Of course, fluctuating weather conditions also influence soil erosion rates in specific areas. Even if soil temperature and humidity are well balanced to fix large quantities of carbon, that is not much use as carbon sequestration sink if large quantities of the soils produced are frequently eroded by deluges or floods related to periodic or seasonal extreme weather events.
As soils tend to hold less carbon at higher temperatures, Sun et al. (2019) [22] considered the potential release of carbon to the atmosphere from forest soils based on a range of global warming scenarios. They estimated that by the end of this century, the top 20 cm of forest soils globally would release some 6.58 Pg C to the atmosphere if there was just a 1°C increase in global mean air temperature. On the other hand, they suggested that those soils could release as much as 26.3 Pg C to the atmosphere if there was a 4°C increase in global mean air temperature.
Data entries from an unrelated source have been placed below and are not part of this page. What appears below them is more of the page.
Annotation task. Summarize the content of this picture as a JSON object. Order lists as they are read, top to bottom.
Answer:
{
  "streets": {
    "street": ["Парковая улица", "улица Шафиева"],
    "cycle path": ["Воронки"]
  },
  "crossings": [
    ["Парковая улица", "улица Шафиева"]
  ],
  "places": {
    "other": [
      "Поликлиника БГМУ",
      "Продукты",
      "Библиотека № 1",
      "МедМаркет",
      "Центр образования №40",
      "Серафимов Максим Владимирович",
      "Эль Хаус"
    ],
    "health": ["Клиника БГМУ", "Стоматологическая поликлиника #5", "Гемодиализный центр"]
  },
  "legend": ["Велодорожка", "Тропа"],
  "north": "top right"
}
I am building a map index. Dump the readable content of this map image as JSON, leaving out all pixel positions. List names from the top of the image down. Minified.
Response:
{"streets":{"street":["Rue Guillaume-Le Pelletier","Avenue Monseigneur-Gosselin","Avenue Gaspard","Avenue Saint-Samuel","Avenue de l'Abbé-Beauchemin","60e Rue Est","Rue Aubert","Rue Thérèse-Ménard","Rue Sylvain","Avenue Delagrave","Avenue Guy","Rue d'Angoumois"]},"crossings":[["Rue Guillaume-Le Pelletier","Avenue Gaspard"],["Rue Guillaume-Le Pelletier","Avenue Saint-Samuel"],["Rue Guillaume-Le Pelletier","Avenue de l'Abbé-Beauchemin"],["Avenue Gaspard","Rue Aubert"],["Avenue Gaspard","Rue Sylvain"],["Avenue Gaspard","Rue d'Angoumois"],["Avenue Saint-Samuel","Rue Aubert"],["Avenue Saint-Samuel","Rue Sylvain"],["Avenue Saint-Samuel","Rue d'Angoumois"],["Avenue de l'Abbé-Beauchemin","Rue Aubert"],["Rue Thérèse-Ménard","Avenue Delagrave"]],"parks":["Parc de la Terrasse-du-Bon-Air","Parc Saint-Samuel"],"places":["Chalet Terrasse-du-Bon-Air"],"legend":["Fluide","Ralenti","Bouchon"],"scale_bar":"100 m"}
In either case, the addition of carbon to the atmosphere would likely exceed carbon uptake from reforestation and forest growth.
Rate of decomposition and availability of carbon in soil to microorganisms is often used to distinguish two type of organic carbon in soil: labile and recalcitrant [24]. Labile soil carbon tends to be associated with microbial biomass, dissolved organic matter that is easily oxidized and broken down. Recalcitrant organic carbon in the soil are compound that are resistant to microbial decomposition. Recalcitrant organic carbon tends to be associated with soil mineral particles. Zhang and Zhou (2018) [25] estimate that more than 80% of mineralized soil carbon is derived from the recalcitrant pool of soil organic matter in the temperate forests of northern China. In those forests, the quantity of mineralized soil organic carbon slightly increased with soil moisture content. Mineralization of soil carbon clearly plays a key role in the carbon cycle in terms of determining soil’s ability to store quantities of carbon in a stable manner over long periods of time. That ability is strongly influenced by temperature and moisture content.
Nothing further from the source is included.